--- START ---

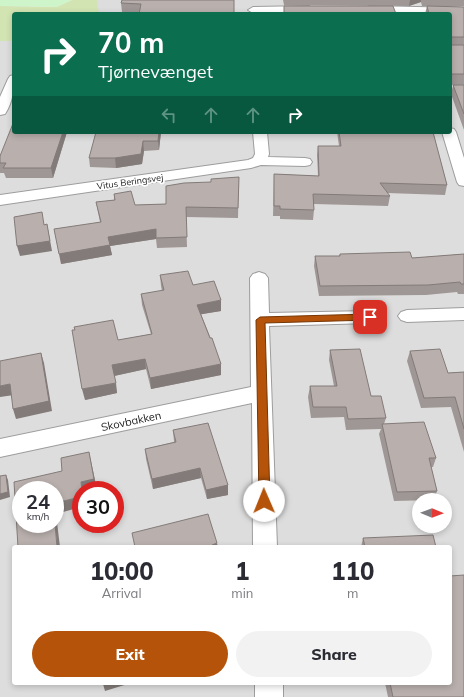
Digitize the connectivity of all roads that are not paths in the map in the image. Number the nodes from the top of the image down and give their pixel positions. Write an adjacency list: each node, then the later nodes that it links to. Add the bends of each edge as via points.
1 (464, 4): 2 (street)
2 (410, 7): 5 (street); 6 (street)
3 (253, 8): 4 (street)
4 (321, 9)
5 (358, 9)
6 (464, 11)
7 (12, 84): 10 (street)
8 (452, 89): 9 (street)
9 (464, 89)
10 (0, 111)
11 (452, 133): 14 (street)
12 (260, 134): 15 (street, via 262,154)
13 (449, 134): 17 (street)
14 (464, 134)
15 (259, 161): 16 (street, Vitus Beringsvej); 18 (street, Vitus Beringsvej)
16 (305, 162)
17 (464, 182)
18 (0, 200)
19 (259, 278): 23 (street)
20 (464, 314): 21 (street)
21 (407, 316)
22 (370, 317): 23 (street)
23 (260, 320): 24 (street)
24 (261, 393): 25 (street, Skovbakken); 26 (street)
25 (0, 448)
26 (265, 545)
27 (269, 685): 28 (street)
28 (269, 697)

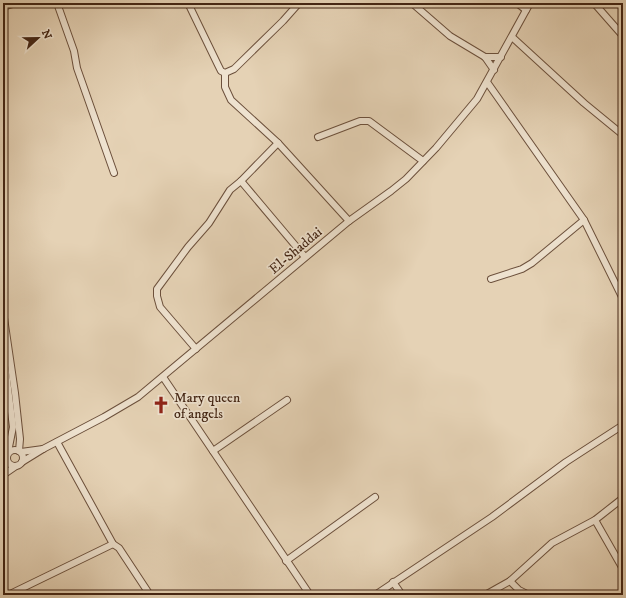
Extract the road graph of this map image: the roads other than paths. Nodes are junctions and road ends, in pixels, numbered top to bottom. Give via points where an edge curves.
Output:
1 (16, 3) edge
2 (57, 3) edge
3 (188, 3) edge
4 (299, 3) edge
5 (412, 3) edge
6 (517, 3) edge
7 (530, 3) edge
8 (594, 3) edge
9 (3, 7) edge
10 (526, 10) junction
11 (623, 36) edge
12 (512, 37) junction
13 (484, 57) junction
14 (501, 57) junction
15 (494, 70) junction
16 (225, 73) junction
17 (487, 82) junction
18 (623, 135) edge
19 (318, 137) dead end
20 (278, 143) junction
21 (423, 161) junction
22 (114, 173) dead end
23 (241, 181) junction
24 (584, 220) junction
25 (349, 221) junction
26 (306, 257) junction
27 (490, 279) dead end
28 (623, 299) edge
29 (3, 311) edge
30 (5, 348) edge
31 (196, 349) junction
32 (163, 377) junction
33 (287, 400) dead end
34 (623, 425) edge
35 (57, 442) junction
36 (43, 449) junction
37 (20, 451) junction
38 (213, 451) junction
39 (8, 452) junction
40 (5, 461) edge
41 (19, 464) junction
42 (3, 475) edge
43 (375, 498) dead end
44 (623, 498) edge
45 (595, 520) junction
46 (113, 544) junction
47 (286, 560) junction
48 (623, 569) edge
49 (510, 581) junction
50 (393, 582) junction
51 (8, 595) edge
52 (150, 595) edge
53 (310, 595) edge
54 (375, 595) edge
55 (402, 595) edge
56 (485, 595) edge
57 (529, 595) edge

1 - 9 street
2 - 22 street
3 - 16 street via 218,65
4 - 16 street via 234,69
5 - 13 street via 450,36
6 - 10 street
7 - 10 street, El-Shaddai
8 - 11 street
10 - 12 street, El-Shaddai
12 - 14 street, El-Shaddai
12 - 18 street
13 - 14 street
13 - 15 street
14 - 15 street, El-Shaddai
15 - 17 street, El-Shaddai
16 - 20 street via 225,87 231,100
17 - 21 street, El-Shaddai via 467,112
17 - 24 street
19 - 21 street via 360,121 369,121
20 - 23 street
20 - 25 street
21 - 25 street, El-Shaddai via 392,191
23 - 26 street
23 - 31 street via 230,190 209,223 157,289 156,296 160,307
24 - 27 street via 532,263 522,269
24 - 28 street
25 - 26 street, El-Shaddai
26 - 31 street, El-Shaddai
29 - 30 street
30 - 37 street via 15,393
30 - 39 street via 13,427
31 - 32 street, El-Shaddai
32 - 35 street, El-Shaddai via 138,397
32 - 38 street
33 - 38 street
34 - 50 street
35 - 36 street, El-Shaddai
35 - 46 street
36 - 37 street
36 - 41 street, El-Shaddai
37 - 39 street
37 - 41 street via 23,457
38 - 47 street
39 - 40 street
40 - 41 street via 9,464
41 - 42 street, El-Shaddai
43 - 47 street
44 - 45 street
45 - 48 street
45 - 49 street via 552,543
46 - 51 street
46 - 52 street via 119,548
47 - 53 street
49 - 56 street
49 - 57 street
50 - 54 street
50 - 55 street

--- END ---

## [TASK TO CARRY OUT]
Copy, from the lines above, each one that holds "points".

## [THE COMPLETED TASK]
Digitize the connectivity of all roads that are not paths in the map in the image. Number the nodes from the top of the image down and give their pixel positions. Write an adjacency list: each node, then the later nodes that it links to. Add the bends of each edge as via points.
Extract the road graph of this map image: the roads other than paths. Nodes are junctions and road ends, in pixels, numbered top to bottom. Give via points where an edge curves.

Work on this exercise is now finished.